New Credit Line Abuse
What is it? For companies that offer a buy now pay later option, copies of proofs of identity like a state ID card or a bill with a current address on it. When a cybercriminal gets a hold of these documents, they are able to create fraudulent accounts in the victim’s name and take advantage of the introductory line of credit often offered as an incentive to legitimate customers.
Why is it hard to detect? The modern consumer tends to abandon overly complex sign-up processes or shopping experiences. Many companies offering buy now pay later services have prioritized an effortless sign-up experience, but without the right defenses in place, this effortlessness opens the door to new line of credit abuse.
What’s an example? A cybercriminal makes a BNPL purchase using documents purchased on the dark web and immediately begins purchasing using the introductory line of credit. By the time the fraud is noticed, the bad actor has already benefited from their crime.
Repayment with Stolen Credit Cards
What is it? This is a fraud-on-fraud situation. A cybercriminal uses buy now pay later to make a purchase, which they then pay off using a stolen credit card. A crime is used to pay the debt of another crime.

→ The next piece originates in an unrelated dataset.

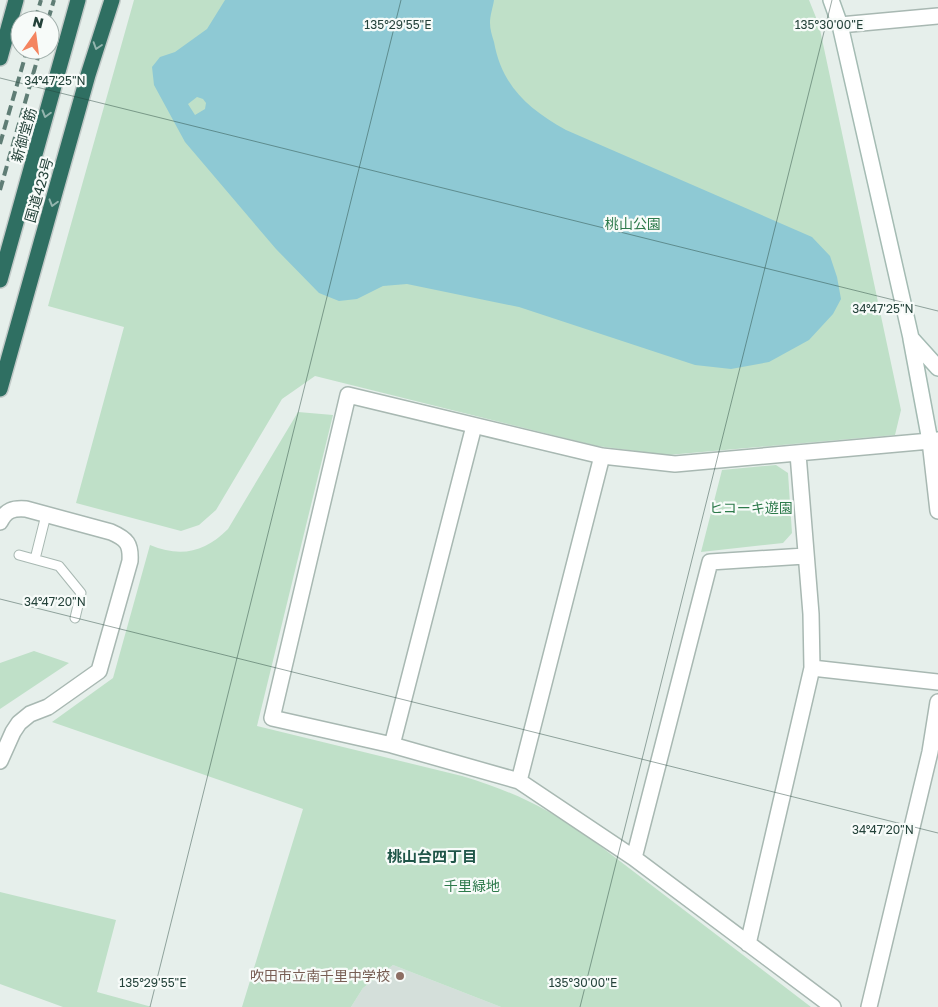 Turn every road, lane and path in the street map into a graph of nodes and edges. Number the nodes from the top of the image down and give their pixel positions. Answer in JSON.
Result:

Why is it hard to detect? Repayment with stolen credit cards is difficult to detect because of the compounded fraud. Because it’s two different types of fraud targeting two, separate financial institutions (the holder of the stolen card and the merchant offering buy now pay later), the cybercriminal can do a lot of damage in the time it takes the two institutions to realize what’s happening.
What’s an example? Repayment with stolen cards can take the form of any of the aforementioned types of fraud. Perhaps a fraudster makes a purchase via a buy now pay later method of payment with information stolen from a phishing scam and then uses a credit card stolen from an elderly relative to pay off the BNPL bill.
These five types of buy now pay later fraud are on the rise. Companies that offer a BNPL option need to combine fast, easy customer service with a robust behind-the-scenes cybersecurity process to avoid becoming a victim of these schemes.